:: Supplied data ::
[Start of Attachment]

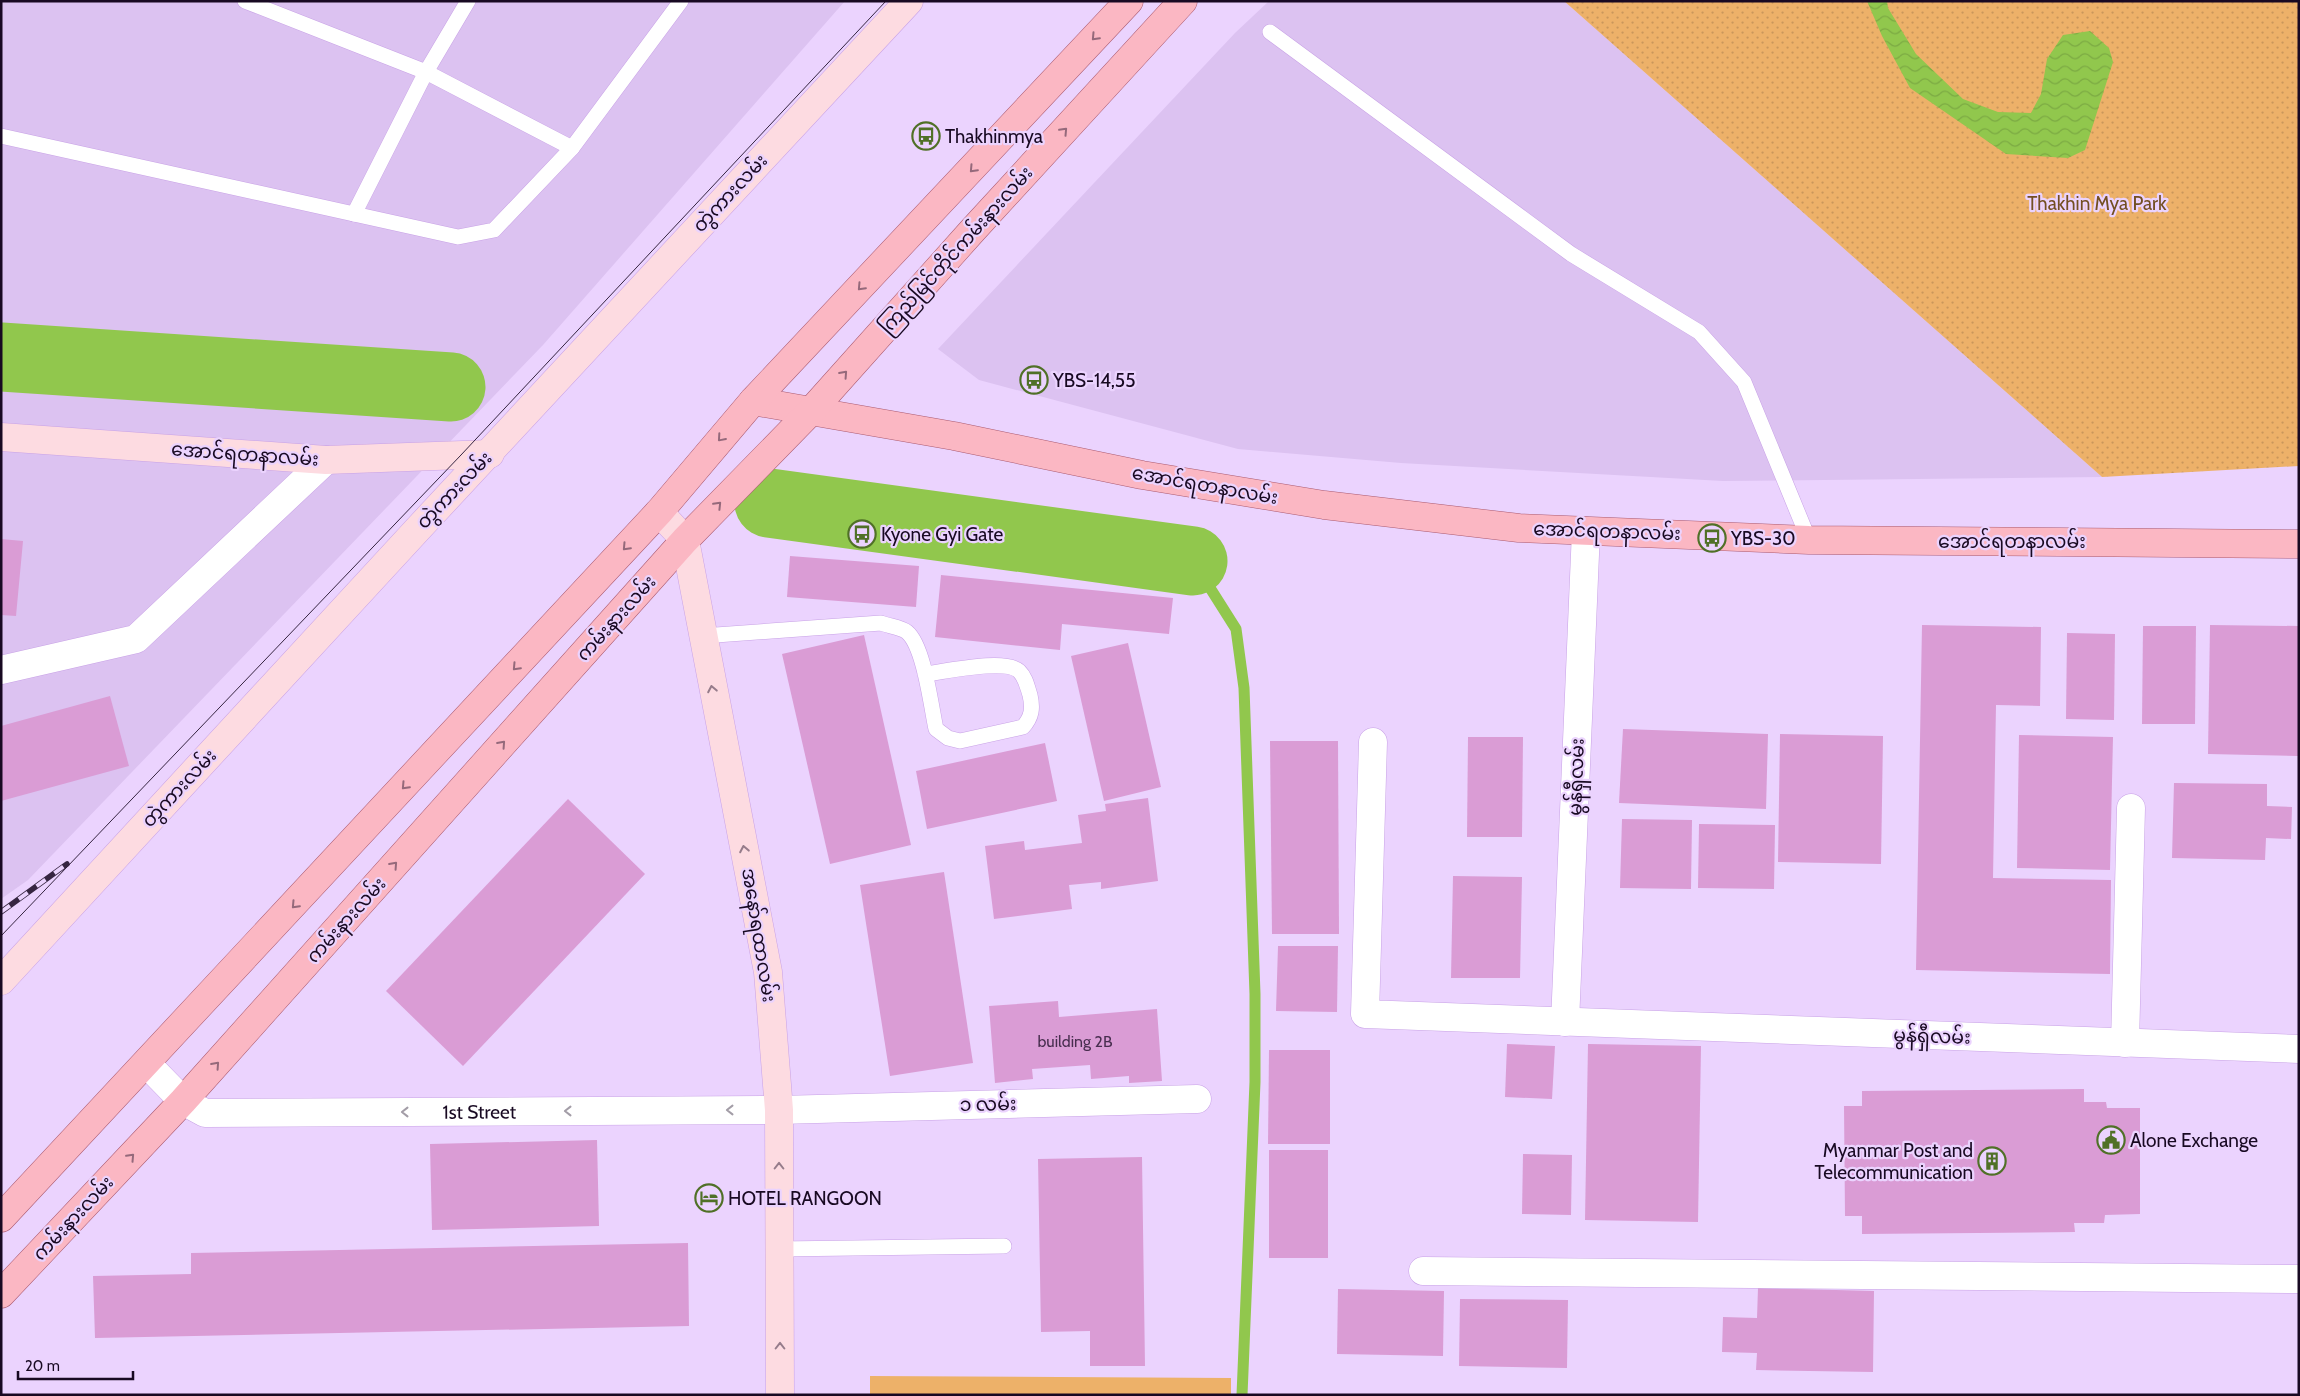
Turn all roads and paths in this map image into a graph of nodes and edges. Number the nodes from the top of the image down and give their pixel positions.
1 (245, 1) edge
2 (468, 1) edge
3 (681, 1) edge
4 (909, 1) edge
5 (1128, 1) edge
6 (1183, 1) edge
7 (1270, 32) dead end
8 (426, 72) junction
9 (1, 136) edge
10 (572, 148) junction
11 (354, 214) junction
12 (753, 401) junction
13 (812, 410) junction
14 (1, 437) edge
15 (490, 454) junction
16 (326, 460) junction
17 (659, 512) junction
18 (1586, 531) junction
19 (685, 540) junction
20 (1809, 540) junction
21 (2299, 544) edge
22 (702, 636) junction
23 (1, 670) edge
24 (924, 674) junction
25 (1373, 742) dead end
26 (2131, 808) dead end
27 (1, 981) edge
28 (1565, 1022) junction
29 (2126, 1043) junction
30 (2299, 1049) edge
31 (147, 1064) junction
32 (1197, 1099) dead end
33 (183, 1101) junction
34 (779, 1110) junction
35 (1, 1218) edge
36 (1004, 1246) dead end
37 (779, 1249) junction
38 (1423, 1270) dead end
39 (2299, 1279) edge
40 (1, 1294) edge
41 (780, 1395) edge

1 - 8 lane
2 - 8 lane
3 - 10 lane
4 - 15 main road, တွဲကားလမ်း
5 -> 12 main road
13 -> 6 main road, ကြည်မြင်တိုင်ကမ်းနားလမ်း
7 - 20 lane
8 - 10 lane
8 - 11 lane
9 - 11 lane
10 - 11 lane
12 - 13 main road, အောင်ရတနာလမ်း
12 -> 17 main road
13 - 18 main road, အောင်ရတနာလမ်း
19 -> 13 main road, ကမ်းနားလမ်း
14 - 16 main road, အောင်ရတနာလမ်း
15 - 16 main road, အောင်ရတနာလမ်း
15 - 27 main road, တွဲကားလမ်း
16 - 23 street
17 - 19 main road
17 -> 31 main road
18 - 20 main road, အောင်ရတနာလမ်း
18 - 28 street, မွန်ရှီလမ်း
19 - 22 main road, အနော်ရထာလမ်း
33 -> 19 main road, ကမ်းနားလမ်း
20 - 21 main road, အောင်ရတနာလမ်း
22 - 24 lane
34 -> 22 main road, အနော်ရထာလမ်း
24 - 24 lane
25 - 28 street, မွန်ရှီလမ်း
26 - 29 street
28 - 29 street, မွန်ရှီလမ်း
29 - 30 street, မွန်ရှီလမ်း
31 - 33 street, 1st Street
31 - 35 main road
32 - 34 street, ၁ လမ်း
34 -> 33 street, 1st Street
40 -> 33 main road, ကမ်းနားလမ်း
37 -> 34 main road, အနော်ရထာလမ်း
36 - 37 lane
41 -> 37 main road, အနော်ရထာလမ်း
38 - 39 street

[End of Attachment]

:: Problem details ::
Which of the lines above hold the string "street"? Pick each of them out.

:: Response to the task ::
16 - 23 street
18 - 28 street, မွန်ရှီလမ်း
25 - 28 street, မွန်ရှီလမ်း
26 - 29 street
28 - 29 street, မွန်ရှီလမ်း
29 - 30 street, မွန်ရှီလမ်း
31 - 33 street, 1st Street
32 - 34 street, ၁ လမ်း
34 -> 33 street, 1st Street
38 - 39 street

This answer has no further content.